Assigned task: Reproduce every record below exactly as written, leaving out any pictures.

Given records below:

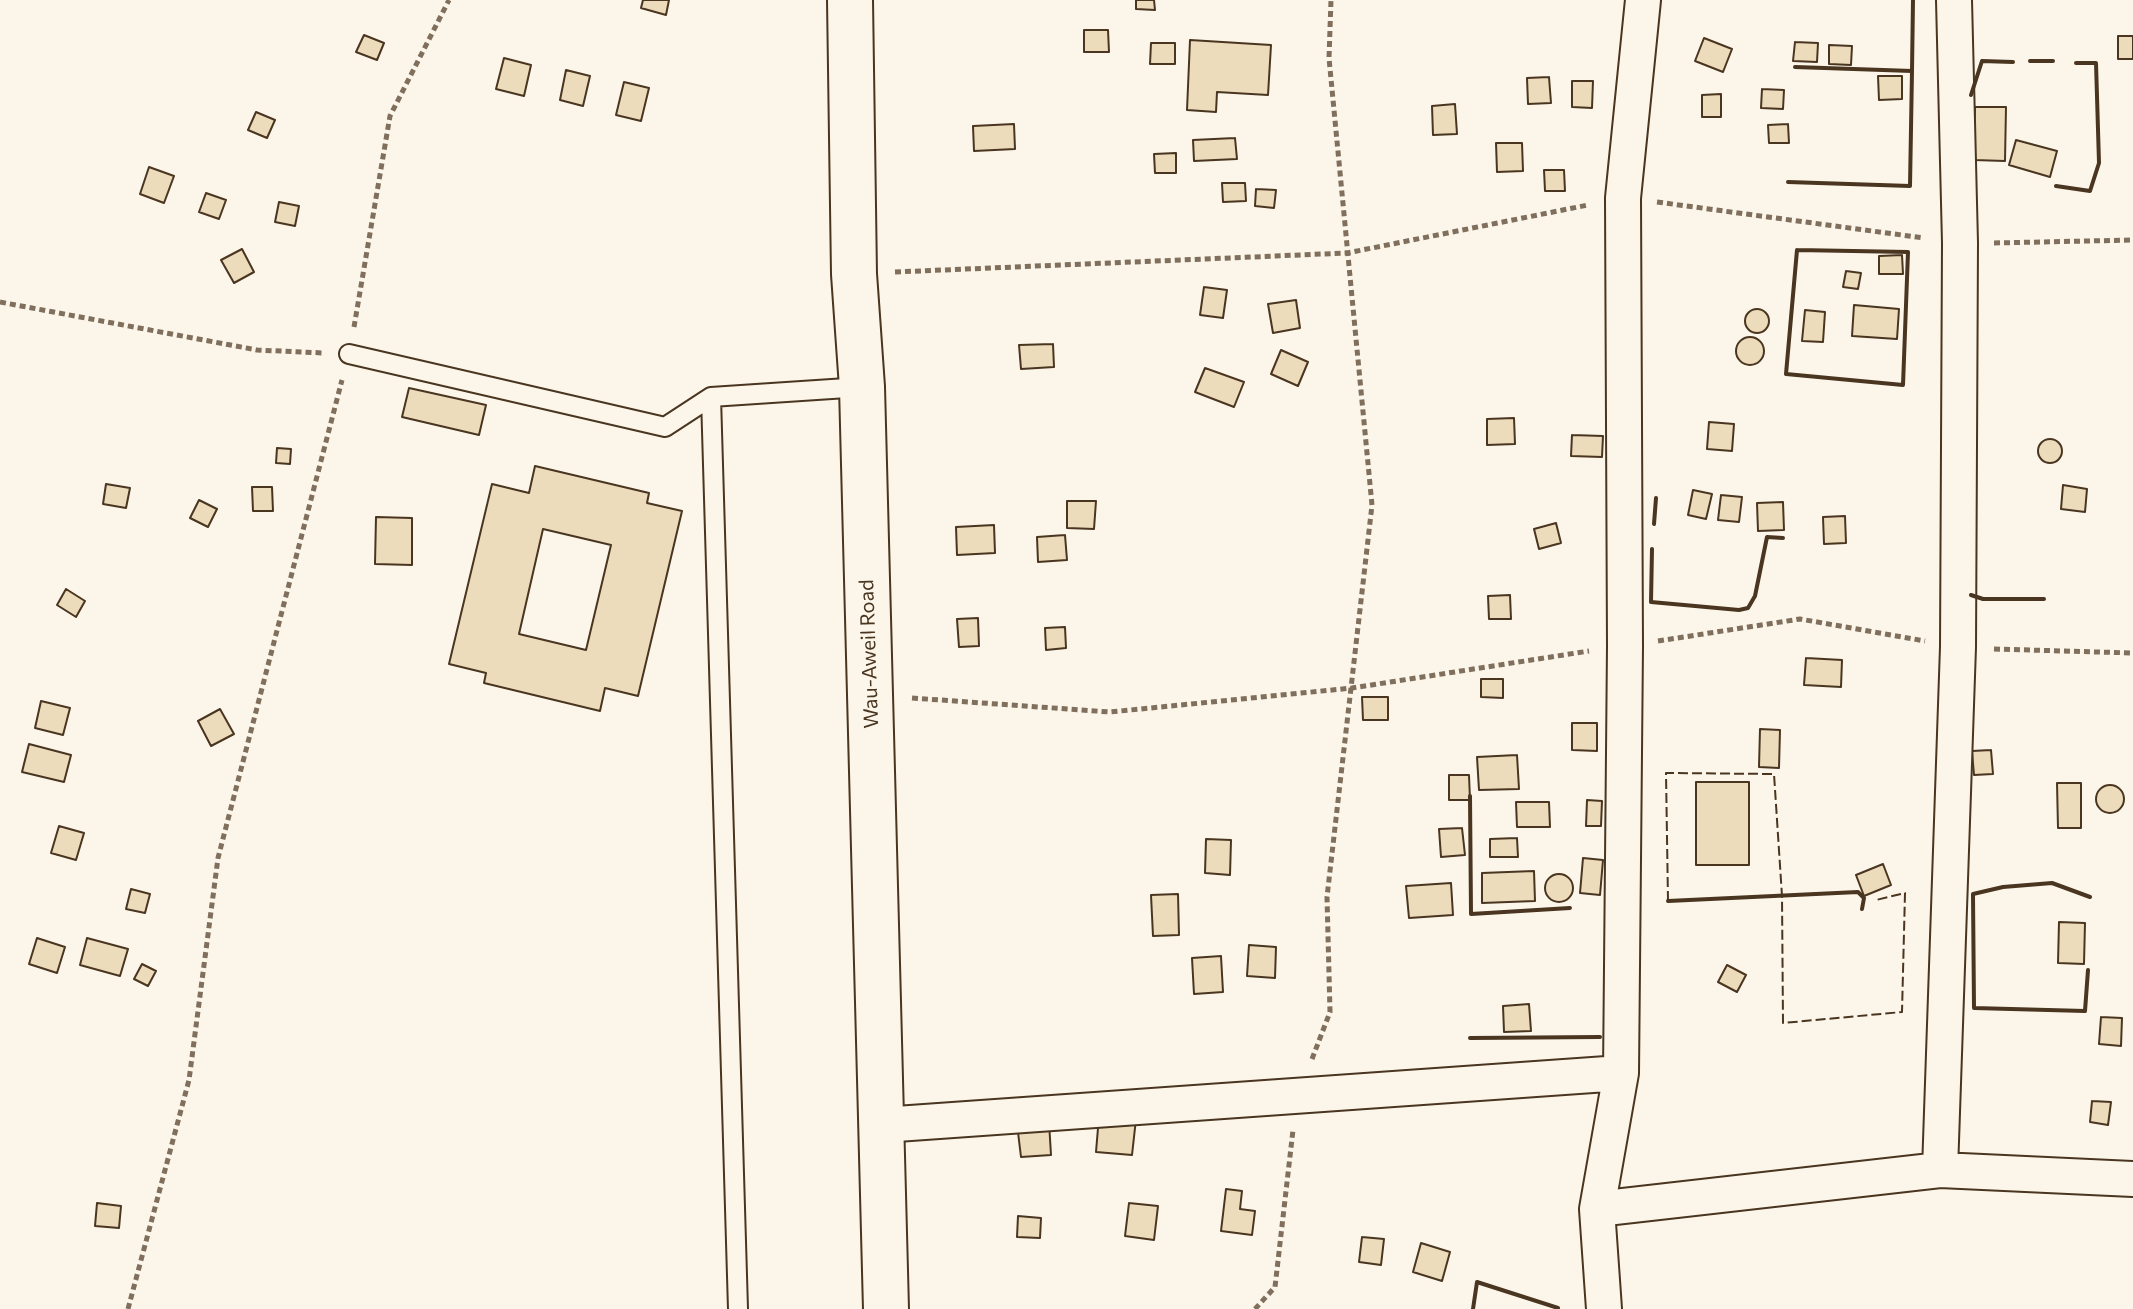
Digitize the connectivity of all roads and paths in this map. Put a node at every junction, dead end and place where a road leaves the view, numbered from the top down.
1 (449, 0) edge
2 (850, 0) edge
3 (1331, 0) edge
4 (1643, 0) edge
5 (1954, 0) edge
6 (1623, 198) junction
7 (2133, 240) edge
8 (1960, 243) junction
9 (1347, 253) junction
10 (854, 274) junction
11 (0, 302) edge
12 (349, 354) junction
13 (862, 387) junction
14 (711, 397) junction
15 (1625, 646) junction
16 (1958, 647) junction
17 (2133, 653) edge
18 (1352, 688) junction
19 (870, 695) junction
20 (1621, 1073) junction
21 (1297, 1094) junction
22 (882, 1125) junction
23 (1940, 1170) junction
24 (2133, 1179) edge
25 (1597, 1209) junction
26 (128, 1309) edge
27 (738, 1309) edge
28 (886, 1309) edge
29 (1255, 1309) edge
30 (1604, 1309) edge

1 - 12 path
2 - 10 main road, Wau-Aweil Road
3 - 9 path
4 - 6 street
5 - 8 street
6 - 8 path
6 - 9 path
6 - 15 street
7 - 8 path
8 - 16 street
9 - 10 path
9 - 18 path
10 - 13 main road, Wau-Aweil Road
11 - 12 path
12 - 14 lane
12 - 26 path
13 - 14 lane
13 - 19 main road, Wau-Aweil Road
14 - 27 lane
15 - 16 path
15 - 18 path
15 - 20 street
16 - 17 path
16 - 23 street
18 - 19 path
18 - 21 path
19 - 22 main road, Wau-Aweil Road
20 - 21 street
20 - 25 street
21 - 22 street
21 - 29 path
22 - 28 main road, Wau-Aweil Road
23 - 24 street
23 - 25 street
25 - 30 street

End of Given records.

Solution for this exercise:
Digitize the connectivity of all roads and paths in this map. Put a node at every junction, dead end and place where a road leaves the view, numbered from the top down.
1 (449, 0) edge
2 (850, 0) edge
3 (1331, 0) edge
4 (1643, 0) edge
5 (1954, 0) edge
6 (1623, 198) junction
7 (2133, 240) edge
8 (1960, 243) junction
9 (1347, 253) junction
10 (854, 274) junction
11 (0, 302) edge
12 (349, 354) junction
13 (862, 387) junction
14 (711, 397) junction
15 (1625, 646) junction
16 (1958, 647) junction
17 (2133, 653) edge
18 (1352, 688) junction
19 (870, 695) junction
20 (1621, 1073) junction
21 (1297, 1094) junction
22 (882, 1125) junction
23 (1940, 1170) junction
24 (2133, 1179) edge
25 (1597, 1209) junction
26 (128, 1309) edge
27 (738, 1309) edge
28 (886, 1309) edge
29 (1255, 1309) edge
30 (1604, 1309) edge

1 - 12 path
2 - 10 main road, Wau-Aweil Road
3 - 9 path
4 - 6 street
5 - 8 street
6 - 8 path
6 - 9 path
6 - 15 street
7 - 8 path
8 - 16 street
9 - 10 path
9 - 18 path
10 - 13 main road, Wau-Aweil Road
11 - 12 path
12 - 14 lane
12 - 26 path
13 - 14 lane
13 - 19 main road, Wau-Aweil Road
14 - 27 lane
15 - 16 path
15 - 18 path
15 - 20 street
16 - 17 path
16 - 23 street
18 - 19 path
18 - 21 path
19 - 22 main road, Wau-Aweil Road
20 - 21 street
20 - 25 street
21 - 22 street
21 - 29 path
22 - 28 main road, Wau-Aweil Road
23 - 24 street
23 - 25 street
25 - 30 street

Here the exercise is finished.